==== Raw data

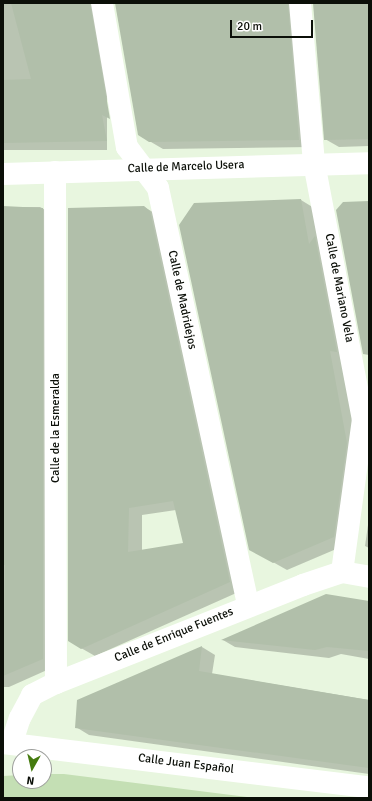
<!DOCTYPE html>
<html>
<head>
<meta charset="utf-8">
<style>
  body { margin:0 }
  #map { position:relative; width:372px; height:801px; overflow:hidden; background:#e8f6df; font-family:Signika,sans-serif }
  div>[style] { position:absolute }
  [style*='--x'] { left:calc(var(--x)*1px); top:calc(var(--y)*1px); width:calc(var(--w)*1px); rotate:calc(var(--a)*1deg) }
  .green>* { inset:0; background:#c4dfb4 }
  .shadow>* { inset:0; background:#0003; transform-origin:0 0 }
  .building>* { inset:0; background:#b1bfaa }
  .street>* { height:22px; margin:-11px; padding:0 11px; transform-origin:11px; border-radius:11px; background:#fff }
  .secondary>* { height:22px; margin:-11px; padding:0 11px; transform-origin:11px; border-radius:11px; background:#fff }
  span { translate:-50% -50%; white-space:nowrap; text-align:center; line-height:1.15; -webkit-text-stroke:3.5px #fff; paint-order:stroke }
  .street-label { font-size:12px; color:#0b0f08 }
  .frame { position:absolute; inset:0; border:4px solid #0b0f08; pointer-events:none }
  .north { position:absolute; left:12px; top:749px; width:40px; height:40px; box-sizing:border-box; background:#fff; border:1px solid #9d9f9c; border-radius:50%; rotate:188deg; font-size:11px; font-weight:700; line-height:16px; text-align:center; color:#0b0f08 }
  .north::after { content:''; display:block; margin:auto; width:14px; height:18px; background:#457b0f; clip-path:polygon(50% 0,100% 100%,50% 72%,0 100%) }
  .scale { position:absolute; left:230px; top:20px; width:83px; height:18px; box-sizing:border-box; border:2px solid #0b0f08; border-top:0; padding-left:5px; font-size:12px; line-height:14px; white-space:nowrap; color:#0b0f08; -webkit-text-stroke:3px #fff; paint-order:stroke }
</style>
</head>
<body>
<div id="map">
  <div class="green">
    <i style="clip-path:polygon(44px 774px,64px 774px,255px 798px,3px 798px,3px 776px,20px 775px,20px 781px,44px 781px)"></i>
  </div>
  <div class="shadow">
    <i style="left:3px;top:3px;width:104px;height:147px"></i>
    <i style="clip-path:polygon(116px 3px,305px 3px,313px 147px,163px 149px,139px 135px)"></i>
    <i style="clip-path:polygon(314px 3px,369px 3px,369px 146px,339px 147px,325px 139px)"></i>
    <i style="clip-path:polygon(301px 200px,314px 208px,360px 451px,348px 544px,287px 570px,264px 557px)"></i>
    <i style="clip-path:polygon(3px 207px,40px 207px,54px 215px,56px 666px,9px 687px,3px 687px)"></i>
    <i style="clip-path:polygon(evenodd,144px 207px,158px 215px,243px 590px,95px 656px,81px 648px,144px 207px,176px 510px,184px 544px,142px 551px,142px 515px,176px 510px)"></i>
    <i style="clip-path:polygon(369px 518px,369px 548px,365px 546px)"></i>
    <i style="clip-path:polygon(369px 602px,369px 659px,341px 654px,329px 658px,235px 647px,223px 640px)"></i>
    <i style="clip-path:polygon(202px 647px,215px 655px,212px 674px,369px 700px,369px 774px,89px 735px,76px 727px,78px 701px)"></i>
  </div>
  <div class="building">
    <i style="clip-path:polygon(11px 3px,90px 3px,110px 119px,102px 115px,107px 141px,3px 143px,3px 80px,31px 79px)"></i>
    <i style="clip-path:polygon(115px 3px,288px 3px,299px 140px,149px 142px,138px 135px)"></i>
    <i style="clip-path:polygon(313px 3px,369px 3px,369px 139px,324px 140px)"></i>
    <i style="clip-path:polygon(301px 199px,309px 244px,315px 236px,337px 352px,330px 351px,347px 443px,334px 537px,273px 563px,249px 550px,179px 225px,194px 203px)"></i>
    <i style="clip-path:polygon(369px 201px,369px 355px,363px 354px,336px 210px,343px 202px)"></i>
    <i style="clip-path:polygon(3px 206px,43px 208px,43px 659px,3px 676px,5px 565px,3px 565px)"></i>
    <i style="clip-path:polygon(evenodd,144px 206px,150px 211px,230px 582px,81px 649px,68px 641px,68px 208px,144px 206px,173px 501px,183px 543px,128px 552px,129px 508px,173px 501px)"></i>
    <i style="clip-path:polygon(326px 594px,369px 601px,369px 651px,327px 647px,315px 650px,221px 640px)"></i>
    <i style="clip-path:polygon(202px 646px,199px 671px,369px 700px,369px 768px,75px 728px,77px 700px)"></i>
  </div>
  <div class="street">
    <i style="--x:102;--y:3;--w:146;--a:80.2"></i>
    <i style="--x:127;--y:147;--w:51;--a:52.9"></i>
    <i style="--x:158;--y:188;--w:427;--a:77.8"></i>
    <i style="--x:300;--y:3;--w:161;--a:85"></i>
    <i style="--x:314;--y:163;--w:261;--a:79.2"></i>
    <i style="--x:363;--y:419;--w:154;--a:97.8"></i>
    <i style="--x:55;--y:172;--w:511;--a:89.89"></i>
    <i style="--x:12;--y:742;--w:25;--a:-72"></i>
    <i style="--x:20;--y:718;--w:26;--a:-62"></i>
    <i style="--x:32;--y:695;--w:27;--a:-27"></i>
    <i style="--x:56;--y:683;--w:266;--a:-21.6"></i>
    <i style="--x:303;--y:585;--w:41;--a:-18.4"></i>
    <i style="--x:342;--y:572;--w:27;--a:10"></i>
    <i style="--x:3;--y:743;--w:369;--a:6.9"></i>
  </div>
  <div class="secondary">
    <i style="--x:3;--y:174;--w:366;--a:-1.7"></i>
  </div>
  <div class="street-label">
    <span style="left:186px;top:167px;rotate:-2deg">Calle de Marcelo Usera</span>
    <span style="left:339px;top:288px;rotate:79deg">Calle de Mariano Vela</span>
    <span style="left:182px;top:300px;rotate:78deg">Calle de Madridejos</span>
    <span style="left:56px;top:428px;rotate:-90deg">Calle de la Esmeralda</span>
    <span style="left:174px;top:635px;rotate:-22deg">Calle de Enrique Fuentes</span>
    <span style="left:186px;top:764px;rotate:7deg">Calle Juan Español</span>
  </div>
  <div class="frame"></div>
  <div class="north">N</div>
  <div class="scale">20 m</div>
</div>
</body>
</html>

========

▶ _Task_
Only the lines from the start of the records to the line with "inset:0; background:#0003; transform-origin:0" belong in the copy. Print them exactly, minus pictures.

▶ _Final answer_
<!DOCTYPE html>
<html>
<head>
<meta charset="utf-8">
<style>
  body { margin:0 }
  #map { position:relative; width:372px; height:801px; overflow:hidden; background:#e8f6df; font-family:Signika,sans-serif }
  div>[style] { position:absolute }
  [style*='--x'] { left:calc(var(--x)*1px); top:calc(var(--y)*1px); width:calc(var(--w)*1px); rotate:calc(var(--a)*1deg) }
  .green>* { inset:0; background:#c4dfb4 }
  .shadow>* { inset:0; background:#0003; transform-origin:0 0 }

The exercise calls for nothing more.